**WHAT YOU NEED TO DO**: Print the whole listing below exactly, skipping every picture.
■ ■ ■ ■ ■ ■ ■
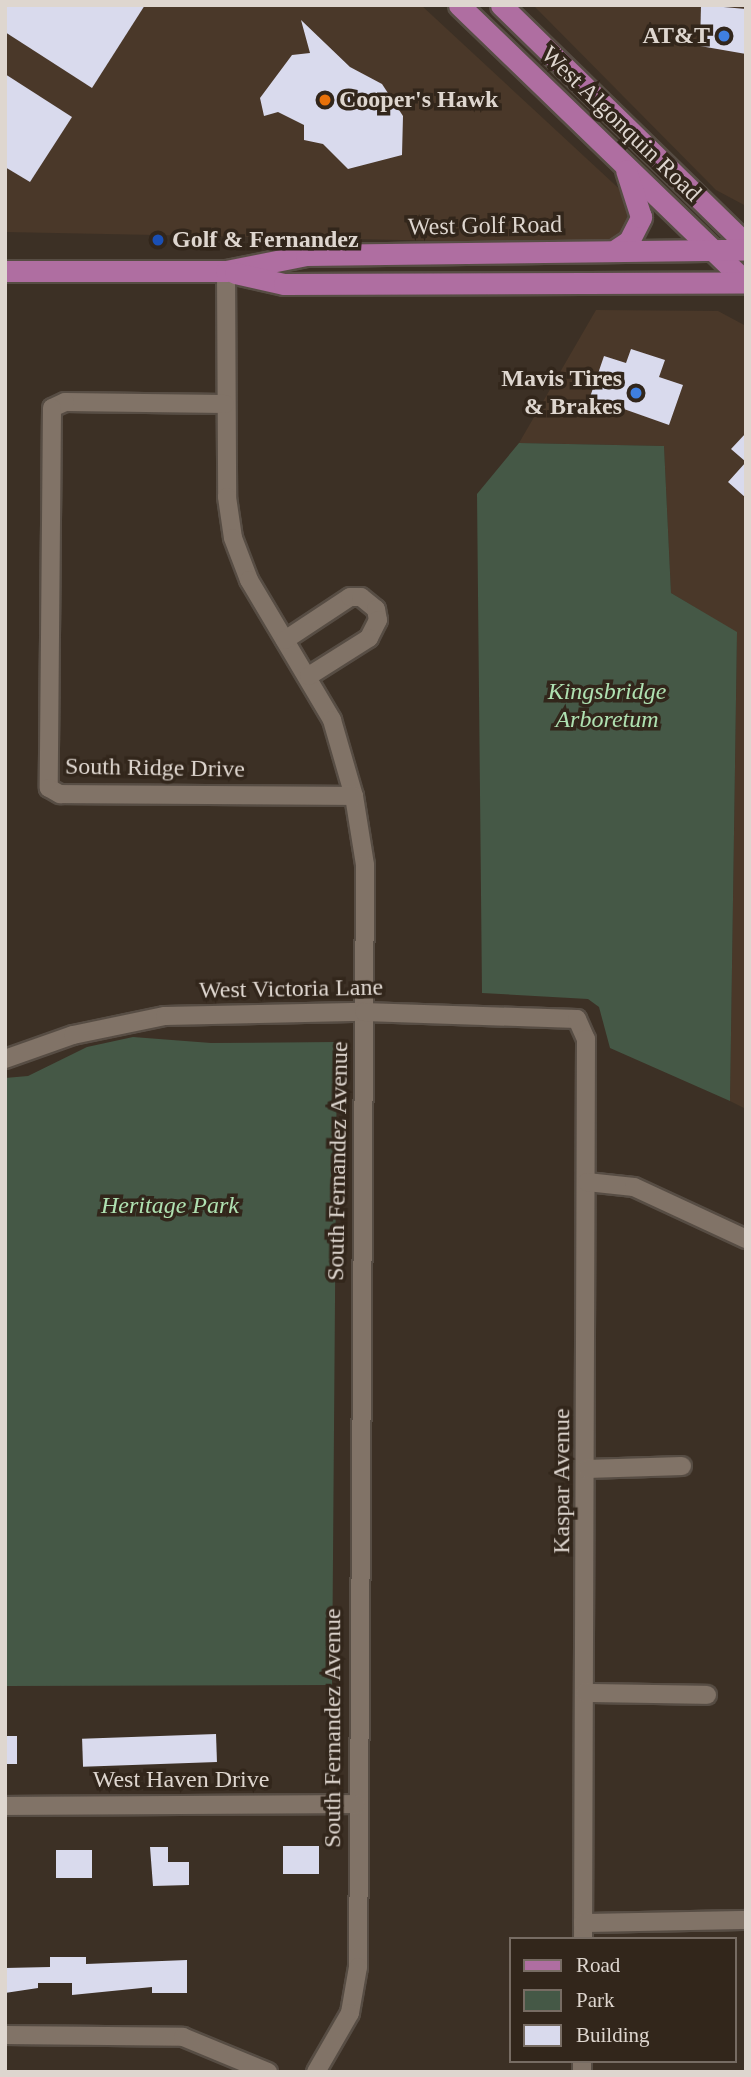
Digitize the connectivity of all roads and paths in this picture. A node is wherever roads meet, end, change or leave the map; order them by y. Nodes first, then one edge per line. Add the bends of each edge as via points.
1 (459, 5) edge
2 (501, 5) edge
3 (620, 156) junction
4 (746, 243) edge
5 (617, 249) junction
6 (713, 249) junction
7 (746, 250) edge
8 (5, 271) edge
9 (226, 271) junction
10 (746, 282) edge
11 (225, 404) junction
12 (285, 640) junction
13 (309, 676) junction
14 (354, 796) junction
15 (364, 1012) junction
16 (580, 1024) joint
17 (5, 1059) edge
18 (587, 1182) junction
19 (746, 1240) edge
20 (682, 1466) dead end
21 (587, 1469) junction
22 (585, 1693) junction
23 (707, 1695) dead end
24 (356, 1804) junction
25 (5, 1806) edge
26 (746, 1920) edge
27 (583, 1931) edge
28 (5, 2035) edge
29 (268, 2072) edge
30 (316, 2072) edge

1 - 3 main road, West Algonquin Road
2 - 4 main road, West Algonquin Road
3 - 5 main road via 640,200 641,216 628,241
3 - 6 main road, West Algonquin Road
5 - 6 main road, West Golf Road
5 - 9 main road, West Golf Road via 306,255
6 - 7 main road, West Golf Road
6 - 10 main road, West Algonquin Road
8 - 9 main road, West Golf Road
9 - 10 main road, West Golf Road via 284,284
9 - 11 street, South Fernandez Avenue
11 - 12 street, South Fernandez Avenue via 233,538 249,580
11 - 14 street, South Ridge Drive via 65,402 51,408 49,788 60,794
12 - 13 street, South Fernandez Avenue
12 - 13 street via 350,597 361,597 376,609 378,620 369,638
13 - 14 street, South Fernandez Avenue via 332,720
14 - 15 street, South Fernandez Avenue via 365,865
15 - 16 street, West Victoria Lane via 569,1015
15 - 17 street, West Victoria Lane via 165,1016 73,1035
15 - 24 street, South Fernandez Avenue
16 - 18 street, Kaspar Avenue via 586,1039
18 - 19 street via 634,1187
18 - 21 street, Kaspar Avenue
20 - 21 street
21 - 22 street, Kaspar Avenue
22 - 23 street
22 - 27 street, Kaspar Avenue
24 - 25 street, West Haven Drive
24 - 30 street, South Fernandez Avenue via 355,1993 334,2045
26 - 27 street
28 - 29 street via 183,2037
■ ■ ■ ■ ■ ■ ■
**FINISHED TASK**:
Digitize the connectivity of all roads and paths in this picture. A node is wherever roads meet, end, change or leave the map; order them by y. Nodes first, then one edge per line. Add the bends of each edge as via points.
1 (459, 5) edge
2 (501, 5) edge
3 (620, 156) junction
4 (746, 243) edge
5 (617, 249) junction
6 (713, 249) junction
7 (746, 250) edge
8 (5, 271) edge
9 (226, 271) junction
10 (746, 282) edge
11 (225, 404) junction
12 (285, 640) junction
13 (309, 676) junction
14 (354, 796) junction
15 (364, 1012) junction
16 (580, 1024) joint
17 (5, 1059) edge
18 (587, 1182) junction
19 (746, 1240) edge
20 (682, 1466) dead end
21 (587, 1469) junction
22 (585, 1693) junction
23 (707, 1695) dead end
24 (356, 1804) junction
25 (5, 1806) edge
26 (746, 1920) edge
27 (583, 1931) edge
28 (5, 2035) edge
29 (268, 2072) edge
30 (316, 2072) edge

1 - 3 main road, West Algonquin Road
2 - 4 main road, West Algonquin Road
3 - 5 main road via 640,200 641,216 628,241
3 - 6 main road, West Algonquin Road
5 - 6 main road, West Golf Road
5 - 9 main road, West Golf Road via 306,255
6 - 7 main road, West Golf Road
6 - 10 main road, West Algonquin Road
8 - 9 main road, West Golf Road
9 - 10 main road, West Golf Road via 284,284
9 - 11 street, South Fernandez Avenue
11 - 12 street, South Fernandez Avenue via 233,538 249,580
11 - 14 street, South Ridge Drive via 65,402 51,408 49,788 60,794
12 - 13 street, South Fernandez Avenue
12 - 13 street via 350,597 361,597 376,609 378,620 369,638
13 - 14 street, South Fernandez Avenue via 332,720
14 - 15 street, South Fernandez Avenue via 365,865
15 - 16 street, West Victoria Lane via 569,1015
15 - 17 street, West Victoria Lane via 165,1016 73,1035
15 - 24 street, South Fernandez Avenue
16 - 18 street, Kaspar Avenue via 586,1039
18 - 19 street via 634,1187
18 - 21 street, Kaspar Avenue
20 - 21 street
21 - 22 street, Kaspar Avenue
22 - 23 street
22 - 27 street, Kaspar Avenue
24 - 25 street, West Haven Drive
24 - 30 street, South Fernandez Avenue via 355,1993 334,2045
26 - 27 street
28 - 29 street via 183,2037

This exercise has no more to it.